La journée a été organisée par Solidarité ethnique régionale de la Yamaska (SERY) en collaboration avec trois organismes qui poursuivent le même but à Montréal, soit Alpa, Promis et Collectif. Ainsi, plusieurs nouveaux arrivants qui n'ont pas encore connu l'hiver et d'autres immigrants qui ont déjà quelques années de vie au Québec sont venus découvrir la région, dans le but d'éventuellement y vivre. S'ils trouvent un emploi, évidemment.

«Moi particulièrement, j'ai trouvé beaucoup d'offres, confie Olive Tchaha, arrivée du Cameroun avec sa fille de trois ans il y a quatre mois. Je suis dans le domaine du soutien administratif. J'ai laissé énormément de CV et j'espère que je serai retenue, que je serai rappelée par une ou deux entreprises.»

Elle habite actuellement Montréal et a trouvé sa visite agréable et enrichissante. Il faut dire que la recherche d'emploi n'est pas chose aisée pour la Camerounaise. «C'est assez déstabilisant. En fait, c'est la culture. [Quand] vous avez une façon différente de faire l'approche que ce que les gens d'ici recherchent, du coup, ça fait en sorte que vous n'arrivez pas à décrocher le poste.»

Akakpo Aimé Koutovi, lui, cherche un milieu où ses trois enfants pourront aller jouer au parc à chaque fois qu'ils le désirent, et de la sécurité d'emploi. Avec sa verdure, l'environnement de Granby «est merveilleux, dit-il. J'ai apprécié le milieu. Suffit maintenant qu'on trouve un travail qui nous attire.» Sa femme, ses enfants et lui sont arrivés du Togo il y a un peu plus de cinq ans.

Le marché québécois

Du côté de la sécurité au travail, Sylvain Perron, directeur par intérim de NSE Automatech, assure qu'ils en trouveront. Il a lui-même été appelé à travailler dans le milieu industriel à travers le monde, comme au Pakistan et en Afrique.

«J'ai vu des choses totalement aberrantes [en santé et sécurité du travail]», a-t-il lancé dans la cafétéria de l'usine. Le groupe a pu constater la différence de visu, en visitant les installations au plancher immaculé et aux règles de sécurité claires.

Il a profité de la rencontre pour répondre aux questions sur le marché du travail québécois et pour donner quelques conseils, comme le précieux sourire en entrevue.

Il recommande également aux candidats de déménager dans le secteur de la ville où ils décrochent un emploi. Si un nouveau salarié à Granby habite toujours Montréal, il voudra y retourner aussitôt qu'il trouve autre chose, évoque M. Perron.

La régionalisation

«Si vous êtes ici, c'est que vous êtes intéressés par la régionalisation, ajoute Kathleen Taylor, organisatrice de la journée. Qui dit régionalisation, dit y habiter.» Elle donne en exemple la conduite en hiver. Comme il est conseillé d'être à l'heure au bureau, les excuses reliées aux tempêtes hivernales sont moins acceptées, dit-elle.

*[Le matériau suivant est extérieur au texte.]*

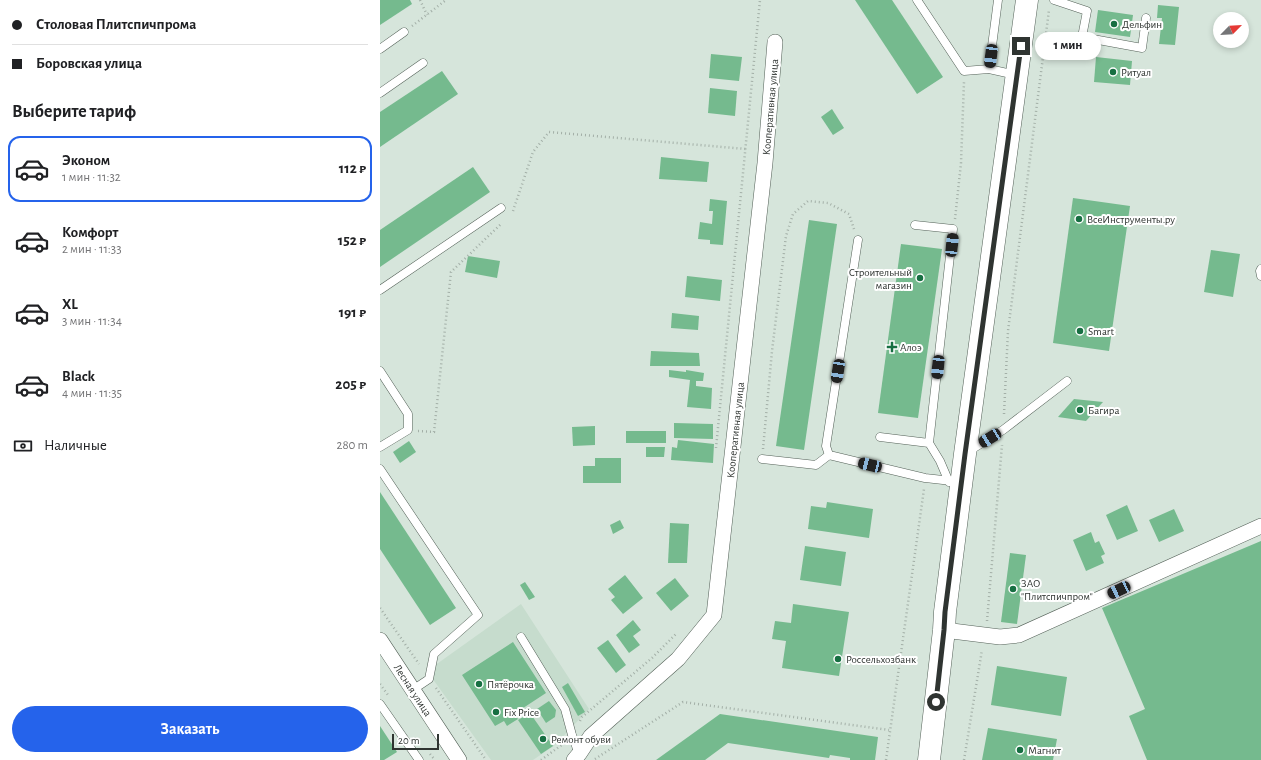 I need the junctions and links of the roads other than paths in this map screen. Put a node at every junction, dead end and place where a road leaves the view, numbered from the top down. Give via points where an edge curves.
1 (917, 0) edge
2 (998, 0) edge
3 (1027, 0) edge
4 (1054, 0) edge
5 (1146, 18) dead end
6 (404, 32) road end
7 (775, 42) dead end
8 (380, 49) edge
9 (423, 63) dead end
10 (989, 70) junction
11 (1017, 76) junction
12 (380, 93) edge
13 (501, 208) dead end
14 (916, 225) dead end
15 (858, 240) road end
16 (1261, 269) edge
17 (1261, 276) edge
18 (380, 290) edge
19 (380, 371) edge
20 (1067, 381) dead end
21 (880, 437) dead end
22 (929, 444) junction
23 (380, 447) edge
24 (965, 454) junction
25 (830, 455) junction
26 (762, 459) road end
27 (380, 469) edge
28 (955, 482) junction
29 (1261, 526) edge
30 (944, 630) junction
31 (520, 637) dead end
32 (380, 640) edge
33 (414, 689) junction
34 (380, 704) edge
35 (456, 759) edge
36 (582, 759) edge
37 (419, 760) edge
38 (929, 760) edge

1 - 10 lane via 964,71
2 - 10 lane
3 - 11 main road
4 - 5 lane via 1087,10 1082,37 1142,48
6 - 8 lane
7 - 36 street, Кооперативная улица via 764,171 714,615 678,659 591,736
9 - 12 lane
10 - 11 lane
11 - 24 main road
13 - 18 lane
14 - 22 lane via 953,229
15 - 25 lane via 826,446
16 - 17 lane
19 - 23 lane via 408,414 408,430
20 - 24 lane via 1003,430
21 - 22 lane
22 - 28 lane
24 - 28 main road
25 - 26 lane via 816,465
25 - 28 lane via 925,478
27 - 33 lane via 478,615 434,654 429,679
28 - 30 main road
29 - 30 street via 1019,635 1000,637
30 - 38 main road
31 - 36 lane via 565,709
32 - 33 street, Лесная улица
33 - 35 street, Лесная улица
34 - 37 lane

Grâce à une subvention d'Emploi Québec, le SERY a pu louer un autobus qui a assuré le transport du groupe tout au long de la journée, dans le cadre d'un programme de régionalisation. C'est la première fois que le SERY travaille de concert avec les trois organismes montréalais en même temps.

«Ça s'est super bien passé, on a manqué de temps même, commente Mme Taylor. On a laissé deux heures pour la visite du salon et ça s'est avéré trop court. Les gens ont beaucoup aimé la ville. La grande majorité d'entre eux n'étaient jamais sortis de la ville. S'ils se fient aux gens de Montréal, ils se font dire de ne pas sortir, qu'il n'y a pas de service, qu'ils ne trouveront pas les écoles, qu'il n'y a pas de soins de santé, qu'il n'y a pas Internet.»

Rien de mieux que d'aller vérifier par soi-même et, selon elle, la qualité de l'air est la première chose qu'ils ont remarquée.